##### PROVIDED RECORDS

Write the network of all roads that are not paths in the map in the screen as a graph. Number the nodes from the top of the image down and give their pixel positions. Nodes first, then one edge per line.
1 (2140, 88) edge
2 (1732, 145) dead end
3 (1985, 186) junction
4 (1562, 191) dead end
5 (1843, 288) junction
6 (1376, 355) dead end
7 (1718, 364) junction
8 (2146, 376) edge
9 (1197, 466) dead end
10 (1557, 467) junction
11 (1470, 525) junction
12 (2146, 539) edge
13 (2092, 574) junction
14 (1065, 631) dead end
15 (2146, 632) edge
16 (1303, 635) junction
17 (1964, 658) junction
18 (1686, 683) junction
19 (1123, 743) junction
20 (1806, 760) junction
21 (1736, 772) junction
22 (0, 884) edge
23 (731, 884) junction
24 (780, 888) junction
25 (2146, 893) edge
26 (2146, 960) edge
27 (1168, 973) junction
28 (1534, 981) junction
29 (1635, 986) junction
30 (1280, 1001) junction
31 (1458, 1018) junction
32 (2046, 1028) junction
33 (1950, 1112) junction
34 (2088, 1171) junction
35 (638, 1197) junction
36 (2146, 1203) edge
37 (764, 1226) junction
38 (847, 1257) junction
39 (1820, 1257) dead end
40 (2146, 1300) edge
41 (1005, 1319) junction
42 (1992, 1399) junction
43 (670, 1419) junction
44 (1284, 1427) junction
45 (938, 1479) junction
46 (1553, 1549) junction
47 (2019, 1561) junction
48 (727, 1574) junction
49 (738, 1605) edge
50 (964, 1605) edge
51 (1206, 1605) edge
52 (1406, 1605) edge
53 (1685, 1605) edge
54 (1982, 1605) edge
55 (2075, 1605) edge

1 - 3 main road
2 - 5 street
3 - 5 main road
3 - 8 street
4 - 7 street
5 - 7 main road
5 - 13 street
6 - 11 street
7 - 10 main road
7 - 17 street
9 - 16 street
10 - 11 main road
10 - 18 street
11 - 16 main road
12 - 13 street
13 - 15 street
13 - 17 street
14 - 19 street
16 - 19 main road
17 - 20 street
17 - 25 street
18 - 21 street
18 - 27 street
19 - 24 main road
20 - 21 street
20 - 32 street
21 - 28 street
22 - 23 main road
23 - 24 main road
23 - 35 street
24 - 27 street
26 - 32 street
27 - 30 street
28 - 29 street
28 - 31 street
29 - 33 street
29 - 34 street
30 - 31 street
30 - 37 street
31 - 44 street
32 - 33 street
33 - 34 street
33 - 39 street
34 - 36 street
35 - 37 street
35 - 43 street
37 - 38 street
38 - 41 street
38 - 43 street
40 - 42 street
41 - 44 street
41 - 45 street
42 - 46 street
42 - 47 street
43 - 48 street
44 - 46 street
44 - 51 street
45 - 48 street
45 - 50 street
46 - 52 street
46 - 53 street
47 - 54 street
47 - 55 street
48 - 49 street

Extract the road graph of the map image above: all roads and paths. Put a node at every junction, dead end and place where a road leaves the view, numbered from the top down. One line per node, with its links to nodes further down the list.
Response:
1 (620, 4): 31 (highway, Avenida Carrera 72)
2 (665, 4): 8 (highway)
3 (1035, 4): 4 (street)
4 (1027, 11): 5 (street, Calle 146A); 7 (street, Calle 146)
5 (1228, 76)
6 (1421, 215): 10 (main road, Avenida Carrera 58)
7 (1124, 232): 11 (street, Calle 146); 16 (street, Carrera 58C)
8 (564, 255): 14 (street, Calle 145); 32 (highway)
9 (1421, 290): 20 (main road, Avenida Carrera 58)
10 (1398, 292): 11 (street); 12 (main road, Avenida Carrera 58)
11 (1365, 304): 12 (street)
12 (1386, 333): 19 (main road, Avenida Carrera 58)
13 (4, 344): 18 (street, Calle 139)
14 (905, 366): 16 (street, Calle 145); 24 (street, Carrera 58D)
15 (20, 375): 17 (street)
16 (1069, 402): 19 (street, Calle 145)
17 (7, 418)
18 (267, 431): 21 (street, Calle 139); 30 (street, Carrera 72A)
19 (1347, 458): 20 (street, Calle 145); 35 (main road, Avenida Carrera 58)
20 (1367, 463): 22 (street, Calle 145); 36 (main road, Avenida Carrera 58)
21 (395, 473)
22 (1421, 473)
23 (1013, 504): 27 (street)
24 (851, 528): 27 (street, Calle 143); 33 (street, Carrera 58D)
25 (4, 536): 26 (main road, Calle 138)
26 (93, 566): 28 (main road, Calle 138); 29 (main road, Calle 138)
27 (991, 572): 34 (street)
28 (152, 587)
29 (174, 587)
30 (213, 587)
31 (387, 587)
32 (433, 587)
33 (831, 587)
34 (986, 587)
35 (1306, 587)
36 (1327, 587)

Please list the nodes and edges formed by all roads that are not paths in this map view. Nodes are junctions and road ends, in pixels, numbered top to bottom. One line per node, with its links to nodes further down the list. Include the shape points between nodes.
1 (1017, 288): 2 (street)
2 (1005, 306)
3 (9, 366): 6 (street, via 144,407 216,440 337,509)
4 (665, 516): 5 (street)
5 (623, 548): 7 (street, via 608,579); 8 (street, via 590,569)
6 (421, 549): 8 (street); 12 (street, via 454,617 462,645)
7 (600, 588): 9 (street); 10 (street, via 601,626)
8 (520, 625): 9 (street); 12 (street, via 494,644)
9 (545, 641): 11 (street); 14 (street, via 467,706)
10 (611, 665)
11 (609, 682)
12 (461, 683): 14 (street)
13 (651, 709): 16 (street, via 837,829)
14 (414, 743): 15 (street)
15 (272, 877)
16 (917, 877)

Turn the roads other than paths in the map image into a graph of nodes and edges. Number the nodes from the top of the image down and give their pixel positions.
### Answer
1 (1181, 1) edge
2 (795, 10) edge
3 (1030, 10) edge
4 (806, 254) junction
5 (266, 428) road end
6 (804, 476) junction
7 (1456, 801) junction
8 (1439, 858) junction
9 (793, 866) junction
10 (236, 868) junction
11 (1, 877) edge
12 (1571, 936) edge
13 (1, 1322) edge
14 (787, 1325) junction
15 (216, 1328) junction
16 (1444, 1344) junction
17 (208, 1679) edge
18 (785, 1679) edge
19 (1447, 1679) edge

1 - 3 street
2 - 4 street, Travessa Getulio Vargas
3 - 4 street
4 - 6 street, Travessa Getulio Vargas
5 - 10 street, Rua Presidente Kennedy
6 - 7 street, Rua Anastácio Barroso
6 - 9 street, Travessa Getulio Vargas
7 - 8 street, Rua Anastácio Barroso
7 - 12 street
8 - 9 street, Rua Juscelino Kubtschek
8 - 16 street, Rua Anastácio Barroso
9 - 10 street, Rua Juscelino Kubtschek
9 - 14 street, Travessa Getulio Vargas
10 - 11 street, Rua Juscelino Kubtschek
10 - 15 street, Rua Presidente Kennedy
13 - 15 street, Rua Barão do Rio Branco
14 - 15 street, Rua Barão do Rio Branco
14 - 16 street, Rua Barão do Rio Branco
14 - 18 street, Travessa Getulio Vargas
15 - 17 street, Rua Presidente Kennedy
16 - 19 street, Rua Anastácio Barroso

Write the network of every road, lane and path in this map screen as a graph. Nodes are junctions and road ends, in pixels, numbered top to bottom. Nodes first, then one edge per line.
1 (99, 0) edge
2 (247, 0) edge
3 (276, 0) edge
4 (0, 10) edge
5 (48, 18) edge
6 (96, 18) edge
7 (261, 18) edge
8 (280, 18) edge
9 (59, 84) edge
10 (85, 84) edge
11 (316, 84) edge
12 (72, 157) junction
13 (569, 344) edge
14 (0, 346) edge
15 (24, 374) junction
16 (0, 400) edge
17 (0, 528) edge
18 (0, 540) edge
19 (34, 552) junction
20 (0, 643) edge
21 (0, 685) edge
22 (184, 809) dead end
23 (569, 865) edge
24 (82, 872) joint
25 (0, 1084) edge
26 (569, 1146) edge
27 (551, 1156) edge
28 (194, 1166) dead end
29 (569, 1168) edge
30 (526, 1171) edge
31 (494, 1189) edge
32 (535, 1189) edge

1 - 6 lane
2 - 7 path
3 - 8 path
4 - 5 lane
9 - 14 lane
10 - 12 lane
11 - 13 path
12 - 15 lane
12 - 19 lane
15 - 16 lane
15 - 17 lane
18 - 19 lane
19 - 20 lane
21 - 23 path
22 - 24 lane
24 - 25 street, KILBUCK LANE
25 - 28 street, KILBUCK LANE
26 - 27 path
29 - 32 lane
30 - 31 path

##########

* ACTION ITEM *
Within the listing above, filter for lines holding the string "Barão" and copy each one.

* ANSWER SPACE *
13 - 15 street, Rua Barão do Rio Branco
14 - 15 street, Rua Barão do Rio Branco
14 - 16 street, Rua Barão do Rio Branco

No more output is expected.